Bondoukou, 14 mars 2026 (AIP) – Le préfet du département de Bondoukou, Kouadio Gbongbo André, a déploré le manque d’engagement des crédits par certaines administrations, lors de la rentrée budgétaire au titre de l’année 2026 organisée vendredi 13 mars 2026 à la préfecture.
Présidant cette rencontre qui a réuni les directeurs et chefs de services administratifs du département, le préfet a rappelé aux gestionnaires de crédits leur responsabilité dans l’exécution efficace du budget de l’État.
« Les gestionnaires de crédits doivent faire preuve de responsabilité budgétaire.
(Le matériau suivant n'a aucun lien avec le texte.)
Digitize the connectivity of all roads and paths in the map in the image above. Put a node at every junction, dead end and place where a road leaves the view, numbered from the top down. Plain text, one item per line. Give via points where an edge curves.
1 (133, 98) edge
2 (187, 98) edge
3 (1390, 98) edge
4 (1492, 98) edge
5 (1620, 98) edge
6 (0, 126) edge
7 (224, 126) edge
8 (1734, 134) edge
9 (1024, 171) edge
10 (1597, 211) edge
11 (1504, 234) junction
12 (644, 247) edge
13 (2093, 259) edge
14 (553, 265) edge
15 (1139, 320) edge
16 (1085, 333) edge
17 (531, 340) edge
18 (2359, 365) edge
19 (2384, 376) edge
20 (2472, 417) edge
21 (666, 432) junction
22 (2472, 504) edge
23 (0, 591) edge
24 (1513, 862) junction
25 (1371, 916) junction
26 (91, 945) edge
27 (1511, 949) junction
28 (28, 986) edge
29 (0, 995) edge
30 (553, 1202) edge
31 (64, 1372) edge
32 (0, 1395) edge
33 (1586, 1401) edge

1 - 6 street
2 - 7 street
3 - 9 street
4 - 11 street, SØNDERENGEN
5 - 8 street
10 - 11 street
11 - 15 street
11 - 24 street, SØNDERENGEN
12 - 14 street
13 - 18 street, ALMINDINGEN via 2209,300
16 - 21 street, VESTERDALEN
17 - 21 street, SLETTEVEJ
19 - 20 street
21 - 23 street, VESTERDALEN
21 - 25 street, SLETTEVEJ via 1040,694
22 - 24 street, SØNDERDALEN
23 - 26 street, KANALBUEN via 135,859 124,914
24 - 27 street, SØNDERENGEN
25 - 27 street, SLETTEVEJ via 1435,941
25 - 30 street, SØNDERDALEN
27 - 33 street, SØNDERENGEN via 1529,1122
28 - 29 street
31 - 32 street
Lorsqu’un dossier est engagé, il ne suffit pas de le déposer. Il faut suivre son évolution jusqu’à son aboutissement, notamment auprès du comptable assignataire », a insisté Kouadio Gbongbo André.
Il a également recommandé que toutes les activités à incidence budgétaire soient portées à la connaissance du contrôleur financier avant leur réalisation. « Pour toute activité, réunion ou manifestation ayant une incidence budgétaire, il est recommandé aux chefs de services gestionnaires de saisir par écrit et à l’avance le contrôleur financier et de déposer un dossier complet dans son service », a-t-il indiqué.
Le préfet a exhorté les responsables administratifs à renforcer la rigueur dans la gestion des ressources publiques afin d’éviter les retards dans les engagements et la perte de crédits alloués par l’État.
Au cours de la rencontre, le trésorier général de Bondoukou, Gawa Djétou Jean, a présenté le bilan de l’exécution du budget de l’État à travers les crédits délégués au titre de l’année 2025. Selon lui, 152 services administratifs ont bénéficié de notifications de crédits pour un montant global de plus d’un milliard de francs CFA.
« Au total, 2 391 mandats ont été réceptionnés pour un montant de 1,079 milliard de francs CFA. Sur ce volume, 1 820 mandats ont été effectivement payés pour un montant de 887,5 millions de francs CFA », a-t-il précisé.
Il a toutefois relevé que 561 mandats, représentant environ 186 millions de francs CFA, n’avaient pas pu être payés au 30 décembre 2025, avant d’être entièrement apurés au 15 janvier 2026. Le trésorier général a également salué les performances de certains gestionnaires de crédits.
« Nous félicitons les 80 gestionnaires de crédits qui ont engagé la totalité des ressources mises à leur disposition. C’est un signe de bonne gouvernance », a-t-il affirmé, indiquant que 72 services administratifs n’avaient pas totalement utilisé leurs crédits.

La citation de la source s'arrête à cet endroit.